* **EXERCISE PROMPT**
Collect every line of the records below that contains the word "down".
Top of INFORMATION
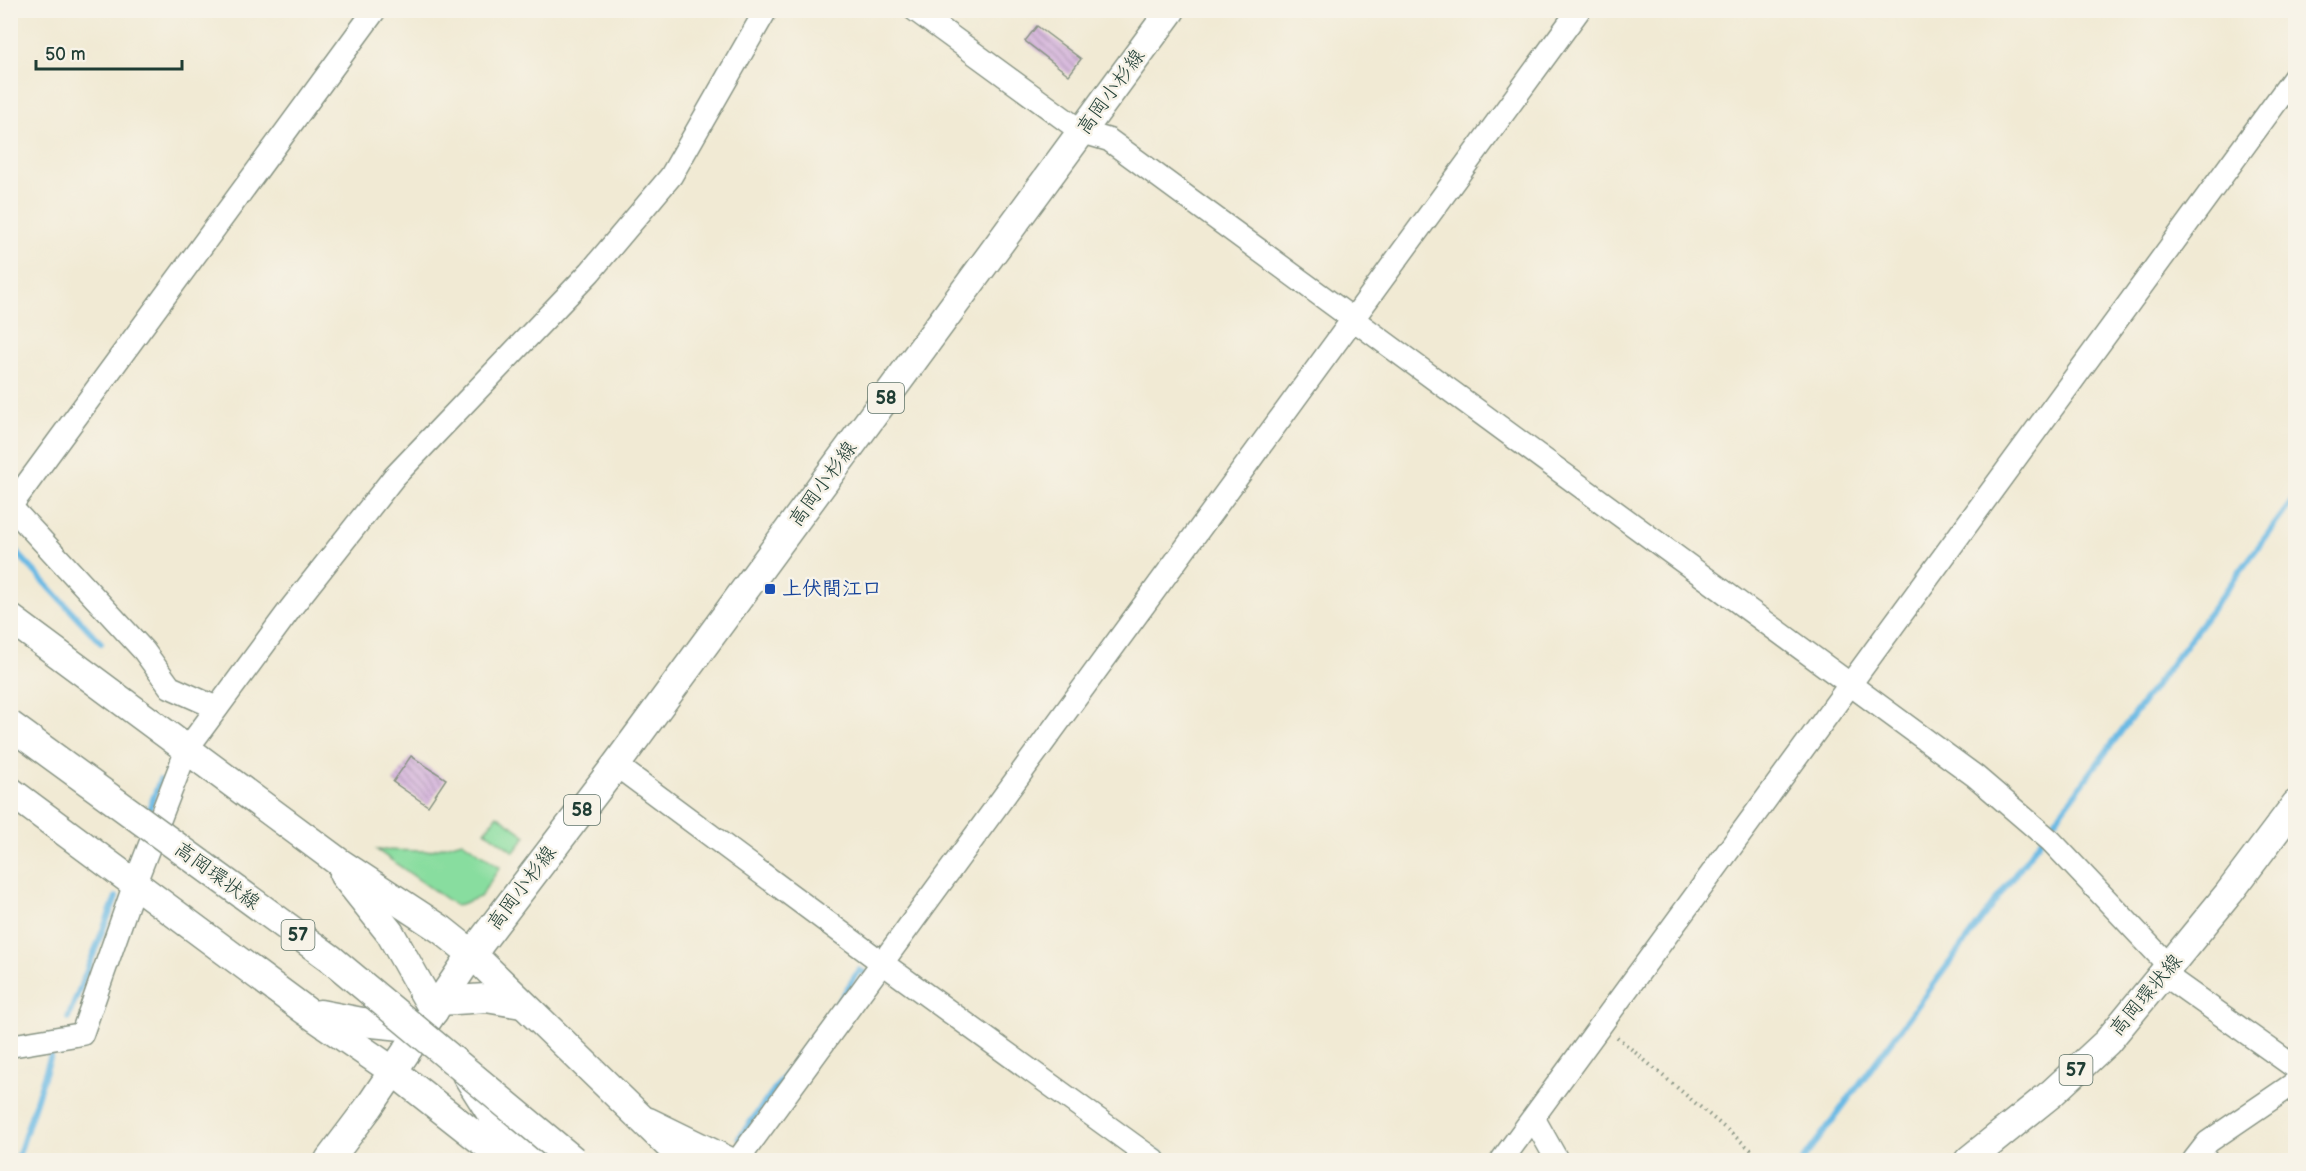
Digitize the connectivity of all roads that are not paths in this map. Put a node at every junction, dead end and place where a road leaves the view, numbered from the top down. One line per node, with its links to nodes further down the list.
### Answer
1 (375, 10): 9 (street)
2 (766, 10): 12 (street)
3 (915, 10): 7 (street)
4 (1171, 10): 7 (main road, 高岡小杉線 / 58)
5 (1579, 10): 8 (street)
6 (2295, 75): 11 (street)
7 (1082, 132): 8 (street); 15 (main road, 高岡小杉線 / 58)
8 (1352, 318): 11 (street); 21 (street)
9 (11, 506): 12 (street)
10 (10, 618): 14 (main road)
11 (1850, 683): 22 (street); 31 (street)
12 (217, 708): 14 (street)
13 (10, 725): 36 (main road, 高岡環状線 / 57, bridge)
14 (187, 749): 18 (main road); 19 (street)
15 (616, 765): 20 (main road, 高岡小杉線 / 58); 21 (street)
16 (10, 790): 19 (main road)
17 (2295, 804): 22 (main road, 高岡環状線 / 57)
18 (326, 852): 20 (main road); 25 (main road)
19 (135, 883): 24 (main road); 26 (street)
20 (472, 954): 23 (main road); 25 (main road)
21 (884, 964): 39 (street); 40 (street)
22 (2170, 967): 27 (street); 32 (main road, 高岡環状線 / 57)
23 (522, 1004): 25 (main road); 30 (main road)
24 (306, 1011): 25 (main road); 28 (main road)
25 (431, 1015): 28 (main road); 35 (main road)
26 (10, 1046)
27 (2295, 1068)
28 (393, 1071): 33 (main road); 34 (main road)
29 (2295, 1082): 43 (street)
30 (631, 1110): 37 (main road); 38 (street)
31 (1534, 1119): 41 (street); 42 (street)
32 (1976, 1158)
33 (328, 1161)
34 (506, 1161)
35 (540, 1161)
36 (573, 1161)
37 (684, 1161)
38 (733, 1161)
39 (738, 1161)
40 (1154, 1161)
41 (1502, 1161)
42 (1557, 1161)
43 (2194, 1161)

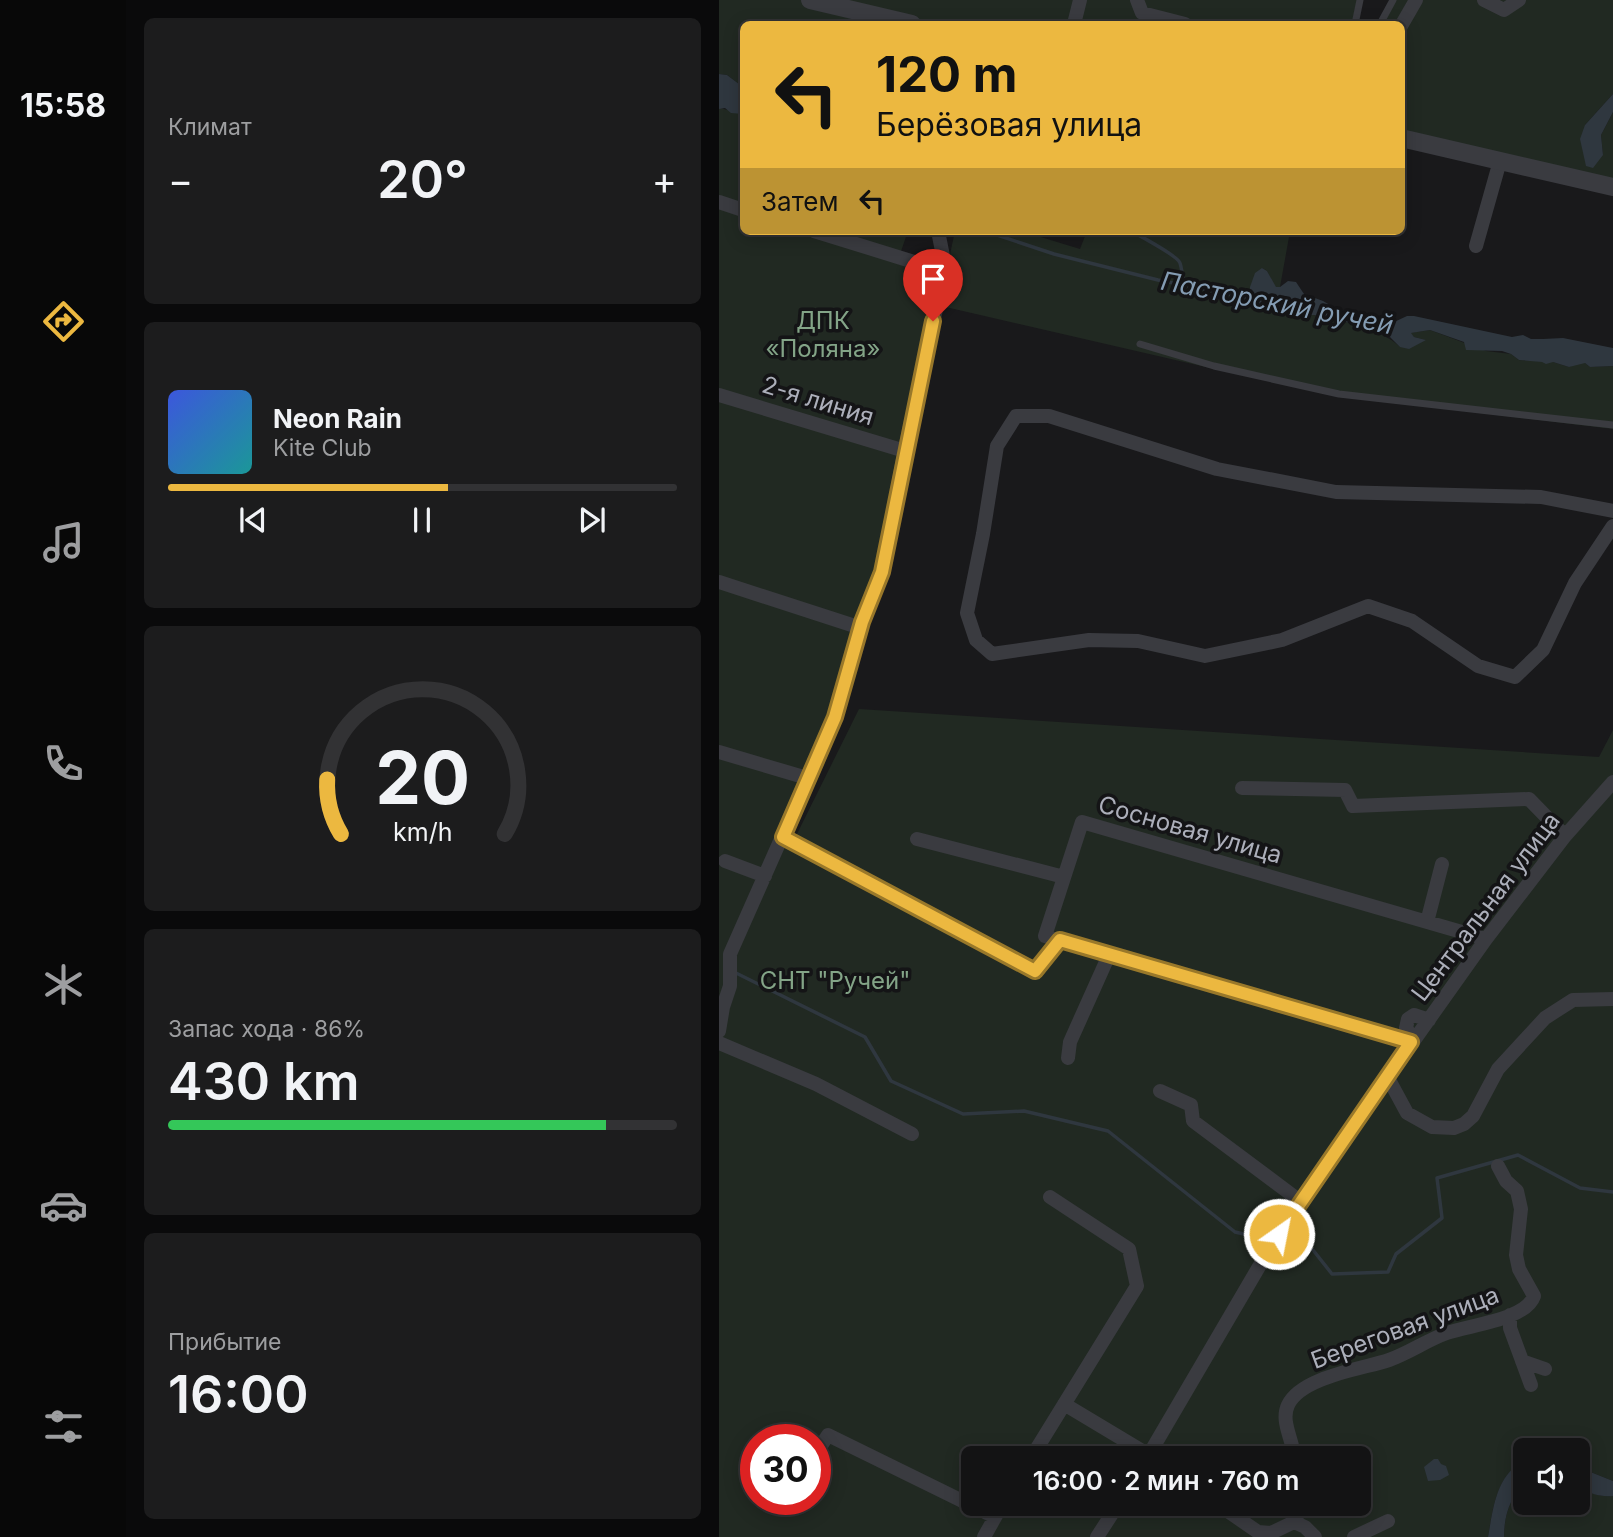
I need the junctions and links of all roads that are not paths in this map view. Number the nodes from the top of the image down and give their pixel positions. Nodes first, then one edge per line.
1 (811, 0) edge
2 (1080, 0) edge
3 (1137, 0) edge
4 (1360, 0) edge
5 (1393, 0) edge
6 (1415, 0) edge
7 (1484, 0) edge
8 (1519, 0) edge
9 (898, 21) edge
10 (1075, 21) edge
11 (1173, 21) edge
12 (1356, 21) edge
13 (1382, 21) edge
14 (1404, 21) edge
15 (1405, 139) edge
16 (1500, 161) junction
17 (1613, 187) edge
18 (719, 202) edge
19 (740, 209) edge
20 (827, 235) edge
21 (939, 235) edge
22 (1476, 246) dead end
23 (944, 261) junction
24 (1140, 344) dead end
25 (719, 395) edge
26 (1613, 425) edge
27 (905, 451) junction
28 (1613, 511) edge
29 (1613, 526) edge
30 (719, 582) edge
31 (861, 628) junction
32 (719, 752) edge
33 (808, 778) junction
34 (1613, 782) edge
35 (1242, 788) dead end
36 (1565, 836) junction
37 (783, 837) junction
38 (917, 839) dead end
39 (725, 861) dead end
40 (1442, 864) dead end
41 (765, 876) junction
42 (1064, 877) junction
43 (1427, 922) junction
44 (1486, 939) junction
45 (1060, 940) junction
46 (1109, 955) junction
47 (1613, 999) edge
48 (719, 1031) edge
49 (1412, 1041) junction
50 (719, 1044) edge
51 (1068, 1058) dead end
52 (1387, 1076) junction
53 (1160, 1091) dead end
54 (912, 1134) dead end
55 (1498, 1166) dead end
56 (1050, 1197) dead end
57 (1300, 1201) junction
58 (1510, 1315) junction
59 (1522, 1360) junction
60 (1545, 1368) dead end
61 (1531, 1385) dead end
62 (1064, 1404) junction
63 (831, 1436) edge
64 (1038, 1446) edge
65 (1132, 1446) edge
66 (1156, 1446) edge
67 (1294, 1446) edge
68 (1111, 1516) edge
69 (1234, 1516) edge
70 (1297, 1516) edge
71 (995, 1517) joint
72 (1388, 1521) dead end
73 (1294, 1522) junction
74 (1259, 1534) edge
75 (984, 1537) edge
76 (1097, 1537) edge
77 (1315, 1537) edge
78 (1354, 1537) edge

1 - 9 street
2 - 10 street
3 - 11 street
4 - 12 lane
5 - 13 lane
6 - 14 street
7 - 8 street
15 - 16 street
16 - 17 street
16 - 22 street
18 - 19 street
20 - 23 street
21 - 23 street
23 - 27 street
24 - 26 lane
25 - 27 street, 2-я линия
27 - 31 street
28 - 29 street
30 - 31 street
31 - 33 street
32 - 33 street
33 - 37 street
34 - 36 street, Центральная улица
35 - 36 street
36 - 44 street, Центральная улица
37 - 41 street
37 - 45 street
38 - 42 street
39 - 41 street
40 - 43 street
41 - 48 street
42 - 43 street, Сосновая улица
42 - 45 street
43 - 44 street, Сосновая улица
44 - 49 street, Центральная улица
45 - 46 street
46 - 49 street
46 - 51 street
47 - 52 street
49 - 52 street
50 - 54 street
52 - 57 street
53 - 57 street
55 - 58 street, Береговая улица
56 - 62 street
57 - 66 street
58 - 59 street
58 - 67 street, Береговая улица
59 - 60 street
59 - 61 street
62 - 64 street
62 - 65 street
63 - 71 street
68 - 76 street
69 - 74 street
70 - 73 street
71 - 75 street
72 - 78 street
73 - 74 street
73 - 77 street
Bottom of INFORMATION
* **EXERCISE OUTPUT**
Digitize the connectivity of all roads that are not paths in this map. Put a node at every junction, dead end and place where a road leaves the view, numbered from the top down. One line per node, with its links to nodes further down the list.
I need the junctions and links of all roads that are not paths in this map view. Number the nodes from the top of the image down and give their pixel positions. Nodes first, then one edge per line.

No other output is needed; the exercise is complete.